La Organización Mundial de la Salud –OMS- prendió la alarma. Para 2050, se prevé que la mayor causa de muerte a nivel mundial sean las bacterias multirresistentes: microorganismos capaces de degradar a distintos tipos de antibióticos, con diversos blancos de acción.

 

Un equipo del Instituto de Biología Molecular y Celular de Rosario (IBR-CONICET), dirigido por el doctor Alejandro Vila, se hizo eco de este desafío contrarreloj y se propuso estudiar los mecanismos de resistencia a los carbapenemes, la clase de antibióticos que actualmente se usa como último recurso para el tratamiento de infecciones causadas por superbacterias.

 

Los investigadores se valieron de una combinación de técnicas de biotecnología, bioquímica, química computacional y biofísica para observar cómo es la reacción química que se produce cuando el antibiótico se enfrenta con la proteína metalo-beta-lactamasas (MBL) y es procesado por ella.

 

“Lo que identificamos es un punto intermedio, en el interior de la proteína, entre que el antibiótico está en su forma intacta y pasa a estar en su forma destruida”, precisó la doctora Leticia Llarrull, co-directora del equipo de investigación.

 

“Con este hallazgo creemos que, si un paciente se infecta con una bacteria que contiene estas enzimas, no se necesitaría determinar a priori con cuáles de ellas cuenta: una única combinación de antibiótico inhibidor podría tratar a todas”, explicó.

 

Según Llarrull, reducir los riesgos por las superbacterias no solo depende de la investigación y de la industria farmacéutica.
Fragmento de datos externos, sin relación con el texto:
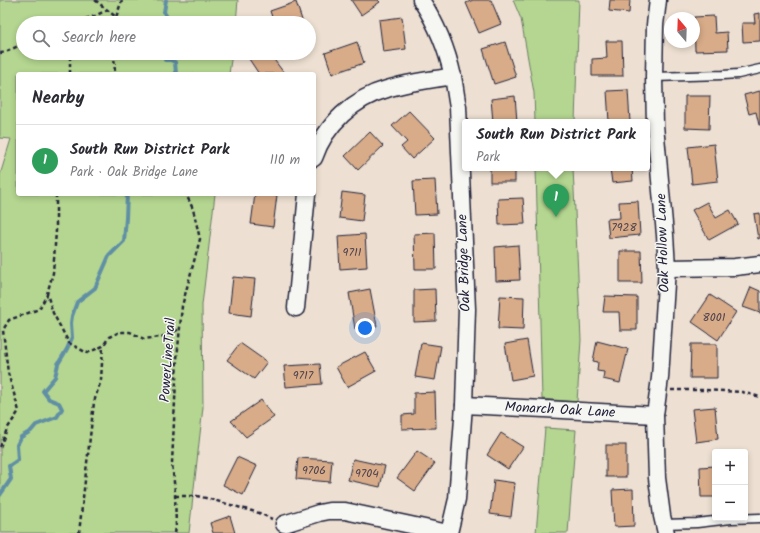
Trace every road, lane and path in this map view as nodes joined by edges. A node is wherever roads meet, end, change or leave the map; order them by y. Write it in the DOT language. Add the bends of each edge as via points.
graph roads {
  1 [pos="95,0"];
  2 [pos="122,0"];
  3 [pos="421,0"];
  4 [pos="658,0"];
  5 [pos="107,10"];
  6 [pos="96,16"];
  7 [pos="115,16"];
  8 [pos="116,16"];
  9 [pos="16,46"];
  10 [pos="0,53"];
  11 [pos="70,60"];
  12 [pos="114,60"];
  13 [pos="760,69"];
  14 [pos="70,72"];
  15 [pos="115,72"];
  16 [pos="453,76"];
  17 [pos="654,77"];
  18 [pos="316,154"];
  19 [pos="56,196"];
  20 [pos="187,196"];
  21 [pos="306,196"];
  22 [pos="760,264"];
  23 [pos="666,268"];
  24 [pos="47,294"];
  25 [pos="296,308"];
  26 [pos="180,329"];
  27 [pos="103,346"];
  28 [pos="659,390"];
  29 [pos="760,397"];
  30 [pos="464,405"];
  31 [pos="656,415"];
  32 [pos="0,447"];
  33 [pos="174,496"];
  34 [pos="760,518"];
  35 [pos="284,524"];
  36 [pos="665,529"];
  37 [pos="79,533"];
  38 [pos="175,533"];
  39 [pos="448,533"];
  1 -- 5 [label="path"];
  2 -- 8 [label="path"];
  3 -- 16 [label="street, Oak Bridge Lane" via="440,35"];
  4 -- 17 [label="street, Oak Hollow Lane"];
  5 -- 6 [label="path"];
  5 -- 7 [label="path"];
  9 -- 10 [label="path"];
  11 -- 14 [label="path"];
  12 -- 15 [label="path"];
  13 -- 17 [label="lane" via="723,76"];
  16 -- 18 [label="street" via="385,89 353,105 330,127"];
  16 -- 30 [label="street, Oak Bridge Lane" via="458,107 467,309"];
  17 -- 23 [label="street, Oak Hollow Lane" via="655,125"];
  19 -- 24 [label="path" via="53,273"];
  20 -- 26 [label="path, PowerLineTrail" via="193,209 200,239 182,306"];
  21 -- 25 [label="street"];
  22 -- 23 [label="street"];
  23 -- 28 [label="street, Oak Hollow Lane"];
  24 -- 27 [label="path" via="53,313 69,343 87,353"];
  24 -- 32 [label="path" via="39,309 9,320 3,330 8,373 19,411 7,428"];
  26 -- 27 [label="path" via="161,337 144,339 130,332 120,332 109,337"];
  26 -- 33 [label="path, PowerLineTrail" via="172,463"];
  27 -- 37 [label="path" via="101,380 94,402"];
  28 -- 29 [label="path" via="742,392"];
  28 -- 31 [label="street, Oak Hollow Lane"];
  30 -- 31 [label="street, Monarch Oak Lane"];
  30 -- 39 [label="street, Oak Bridge Lane" via="457,499"];
  31 -- 36 [label="street, Oak Hollow Lane" via="657,478"];
  33 -- 35 [label="path" via="210,498 259,513"];
  33 -- 38 [label="path, PowerLineTrail"];
  34 -- 36 [label="lane" via="697,523"];
  35 -- 39 [label="street" via="329,511"];
}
La revisión de las prácticas de sanidad en los hospitales, el desarrollo y empleo de técnicas rápidas de identificación de bacterias y del tipo de resistencia, y la prescripción correcta de tratamientos con antibióticos, así como la toma del antibiótico completando el tiempo indicado (aun cuando los síntomas hayan desaparecido), son factores clave para evitar la proliferación de resistencias.

 

“Es necesario buscar métodos de diagnóstico más eficaces para detectar rápidamente con qué bacteria se está enfrentando cada paciente”, sostuvo y aseveró que, cuando no se realiza un antibiograma antes de suministrar un antibiótico y se indica un antibiótico de amplio espectro para una infección que se puede tratar con compuestos más antiguos, como la penicilina, se corre el riesgo de que otras bacterias puedan adquirir resistencia a la droga más potente, que debería reservarse como último recurso.

 

La experta resaltó la importancia de fomentar inversiones en este tipo de investigaciones porque es una problemática grave que compromete el futuro y requiere de prontas respuestas. En este caso, nuevos fármacos más especializados.

 

El equipo se completa con la Dra. María Natalia Lisa, la Lic. Antonela Palacios, Mariano González, Diego Moreno (Instituto de Química de Rosario, IQUIR), en colaboración con científicos de Estados Unidos y Reino Unido.